The
1978 Bakke Decision had ostensibly ended the segregation of standards that some
folks had tried to instill with Affirmative Action’s preferential policies
throughout the 1970s.
After
that decision outright quotas were legally banned, although through the 1980s
and into the 1990s various apartheid-like schemes that sought to utilize racial
preferences in lieu of quotas were challenged and scaled back.
Still,
with each new challenge scaling back their uses, new schemes to utilize race to
favor “protected races” at the expense of other races (most notably Asians and
whites) came into play.
Much,
if not ALL of this was/IS rooted in a “liberal” paternalism,” that sees blacks
are innately incompetent and intellectually inferior and thus unable to compete
with other races.
Moreover,
this paternalism has no Party boundaries. The current lawsuit against the FDNY,
for instance, was initiated by the G W Bush Department of Justice under then
Attorney General Alberto Salazar.
In
recent years all manner of Civil Service Entry level and promotion exams have
been sued over “disparate impact” (differing outcomes between various
ethnicities). In the case of the FDNY’s Entrance Exams, its written has been
dumbed down to such a point (a 7th grade reading level) that it’s
hardly a “test” any more.
Regardless,
due to the significant “disparate impact” (more blacks do poorly than whites)
the test has been sued.
BUT
this is hardly an isolated example of this new apartheid. In Chicago, eleven
Chicago police officers are suing the city over claims they were demoted from Mayor
Rahm Emanuel’s security detail simply because they aren't black.
According
to published reports one Police commander told one of the plaintiffs that, "The
color of your skin is your sin," when that plaintiff asked why he
was being demoted and the black officers were not, according to the suit.
The
suit, filed Monday (August 13th, 2012) in U.S. District Court in
Illinois, contains some explosive accusations that the officers had their civil
rights violated after Emanuel took office last year.
In
another recent case, a federal jury ruled in favor of a former Las Vegas deputy
fire chief Friday in his racial discrimination lawsuit against the city
and his former supervisor.
According
to that complaint filed in U.S. District Court, former fire deputy chief
Ken Riddle had worked for the city of Las Vegas since 1978 and was fired in
August 2006.
The
jury found that his race was a "determinative factor" in his termination.
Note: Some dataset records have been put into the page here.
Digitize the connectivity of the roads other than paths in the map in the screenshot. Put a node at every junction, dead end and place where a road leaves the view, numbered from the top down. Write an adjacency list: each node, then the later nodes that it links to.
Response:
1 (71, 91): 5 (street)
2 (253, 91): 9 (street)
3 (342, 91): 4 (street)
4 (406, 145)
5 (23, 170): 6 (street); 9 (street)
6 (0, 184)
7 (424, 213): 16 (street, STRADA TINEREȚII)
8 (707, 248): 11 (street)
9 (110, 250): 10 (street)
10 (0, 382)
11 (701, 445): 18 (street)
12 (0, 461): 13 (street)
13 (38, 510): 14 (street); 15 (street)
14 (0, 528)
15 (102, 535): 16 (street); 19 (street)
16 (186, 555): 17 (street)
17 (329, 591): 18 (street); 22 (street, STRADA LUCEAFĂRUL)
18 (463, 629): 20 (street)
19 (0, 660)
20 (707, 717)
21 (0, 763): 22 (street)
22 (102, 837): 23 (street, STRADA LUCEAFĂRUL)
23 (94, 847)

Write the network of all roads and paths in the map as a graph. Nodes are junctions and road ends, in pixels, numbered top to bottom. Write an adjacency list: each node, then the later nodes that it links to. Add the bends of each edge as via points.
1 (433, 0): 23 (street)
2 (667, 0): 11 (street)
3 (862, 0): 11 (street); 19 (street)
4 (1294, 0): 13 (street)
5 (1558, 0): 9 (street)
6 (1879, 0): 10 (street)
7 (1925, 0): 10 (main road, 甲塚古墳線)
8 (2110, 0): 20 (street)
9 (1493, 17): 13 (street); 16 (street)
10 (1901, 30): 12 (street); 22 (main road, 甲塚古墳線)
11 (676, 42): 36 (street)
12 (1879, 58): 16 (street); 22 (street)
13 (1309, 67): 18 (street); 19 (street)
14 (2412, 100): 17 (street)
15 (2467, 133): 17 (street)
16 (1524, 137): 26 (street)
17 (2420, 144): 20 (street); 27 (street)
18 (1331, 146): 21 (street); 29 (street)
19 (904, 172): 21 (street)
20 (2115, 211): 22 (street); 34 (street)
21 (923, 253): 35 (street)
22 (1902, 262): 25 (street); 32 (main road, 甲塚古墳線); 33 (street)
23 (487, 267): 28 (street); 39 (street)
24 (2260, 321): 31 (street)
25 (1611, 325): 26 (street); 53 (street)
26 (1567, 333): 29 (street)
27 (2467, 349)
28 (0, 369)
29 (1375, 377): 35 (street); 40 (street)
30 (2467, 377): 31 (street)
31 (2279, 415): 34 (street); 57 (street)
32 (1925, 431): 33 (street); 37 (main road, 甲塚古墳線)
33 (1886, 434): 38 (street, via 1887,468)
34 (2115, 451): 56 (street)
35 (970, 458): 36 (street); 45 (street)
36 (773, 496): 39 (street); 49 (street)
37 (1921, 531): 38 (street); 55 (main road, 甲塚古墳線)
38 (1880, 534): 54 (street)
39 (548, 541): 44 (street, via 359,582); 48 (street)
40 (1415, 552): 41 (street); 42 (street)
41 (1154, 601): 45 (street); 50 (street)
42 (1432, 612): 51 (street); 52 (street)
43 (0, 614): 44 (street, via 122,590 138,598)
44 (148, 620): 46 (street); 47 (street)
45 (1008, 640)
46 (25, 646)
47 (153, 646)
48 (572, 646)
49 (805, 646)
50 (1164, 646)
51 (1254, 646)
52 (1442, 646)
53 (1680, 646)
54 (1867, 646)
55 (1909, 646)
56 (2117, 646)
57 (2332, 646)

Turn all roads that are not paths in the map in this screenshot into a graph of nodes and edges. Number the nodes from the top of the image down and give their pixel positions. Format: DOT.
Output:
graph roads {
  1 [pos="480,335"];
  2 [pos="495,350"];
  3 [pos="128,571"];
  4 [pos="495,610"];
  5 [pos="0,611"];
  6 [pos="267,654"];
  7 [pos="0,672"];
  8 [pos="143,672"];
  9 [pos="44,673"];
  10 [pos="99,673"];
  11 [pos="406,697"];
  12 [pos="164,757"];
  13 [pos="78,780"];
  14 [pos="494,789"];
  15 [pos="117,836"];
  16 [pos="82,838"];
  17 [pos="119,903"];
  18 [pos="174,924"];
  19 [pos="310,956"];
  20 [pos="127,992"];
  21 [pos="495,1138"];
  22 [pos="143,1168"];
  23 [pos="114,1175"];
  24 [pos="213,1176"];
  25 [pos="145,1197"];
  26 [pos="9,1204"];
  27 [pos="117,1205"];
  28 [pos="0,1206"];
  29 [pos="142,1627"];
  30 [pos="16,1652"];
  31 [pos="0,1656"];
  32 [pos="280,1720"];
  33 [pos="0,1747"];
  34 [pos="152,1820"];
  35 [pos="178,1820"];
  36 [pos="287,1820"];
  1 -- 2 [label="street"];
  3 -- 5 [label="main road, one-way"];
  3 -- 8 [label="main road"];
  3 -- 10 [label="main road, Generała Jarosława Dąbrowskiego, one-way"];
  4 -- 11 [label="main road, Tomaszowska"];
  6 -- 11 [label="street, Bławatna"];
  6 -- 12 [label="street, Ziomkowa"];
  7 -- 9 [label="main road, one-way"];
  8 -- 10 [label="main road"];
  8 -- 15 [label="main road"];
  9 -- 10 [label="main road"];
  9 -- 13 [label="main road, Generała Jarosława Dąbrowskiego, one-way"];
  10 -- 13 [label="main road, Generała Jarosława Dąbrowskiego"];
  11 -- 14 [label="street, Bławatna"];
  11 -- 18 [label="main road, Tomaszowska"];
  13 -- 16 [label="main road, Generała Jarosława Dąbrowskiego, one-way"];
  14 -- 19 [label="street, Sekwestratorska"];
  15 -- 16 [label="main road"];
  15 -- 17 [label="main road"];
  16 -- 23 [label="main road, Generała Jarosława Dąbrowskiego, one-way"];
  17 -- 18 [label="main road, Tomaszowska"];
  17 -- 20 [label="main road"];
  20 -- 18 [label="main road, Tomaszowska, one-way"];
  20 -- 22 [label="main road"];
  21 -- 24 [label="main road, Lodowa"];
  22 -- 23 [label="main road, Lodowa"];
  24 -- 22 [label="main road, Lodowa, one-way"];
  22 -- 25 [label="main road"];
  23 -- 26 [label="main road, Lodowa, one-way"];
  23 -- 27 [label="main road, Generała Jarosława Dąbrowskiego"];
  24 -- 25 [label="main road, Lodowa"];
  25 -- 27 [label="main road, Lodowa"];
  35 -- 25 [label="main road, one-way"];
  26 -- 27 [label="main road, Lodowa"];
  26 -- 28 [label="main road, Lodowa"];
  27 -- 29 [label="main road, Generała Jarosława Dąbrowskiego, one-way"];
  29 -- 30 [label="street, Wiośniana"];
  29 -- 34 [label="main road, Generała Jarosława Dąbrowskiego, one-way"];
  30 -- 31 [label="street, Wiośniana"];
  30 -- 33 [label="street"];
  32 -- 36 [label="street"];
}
Riddle, a white man, sued for damages, including lost income, employee
benefits, emotional distress and mental anguish.
David
Washington, a black man, was fire chief and Riddle's supervisor. The response
filed by Washington and the city denied the charges.
Riddle's
attorney Mary Chapman said the jury ruled in favor of Riddle and awarded him $365,000
in compensatory damages.
The
jury also charged $25,000 in punitive damages against Washington, which according
to Chapman, federal law only allows punitive damages to be awarded if malice is
shown.
How
much more proof do those who remain “undecided” about this issue need, before
deciding that this IS about defending the principles of “Equality of
Opportunity” (EVERYONE being judge by the SAME standards) and “Equality before
the Law” (the very concept of “protected/favored groups violates this precept)?
This
is not an area in which “reasonable people can agree to disagree,” this is
about proponents of racial preferences INSISTING on an apartheid-like policy
that discriminates against whites, Asians and puts high-quality applicants from
ALL backgrounds at a distinct disadvantage.
It
is imperative that all Americans of good faith and traditional values stand up
to oppose this new apartheid, this modern-day segregation of standards, this
misguided celebration of mediocrity.
JMK
1 comment:
Well, Ken Riddle won his case. Maybe that's a sign that the country isn't too far gone.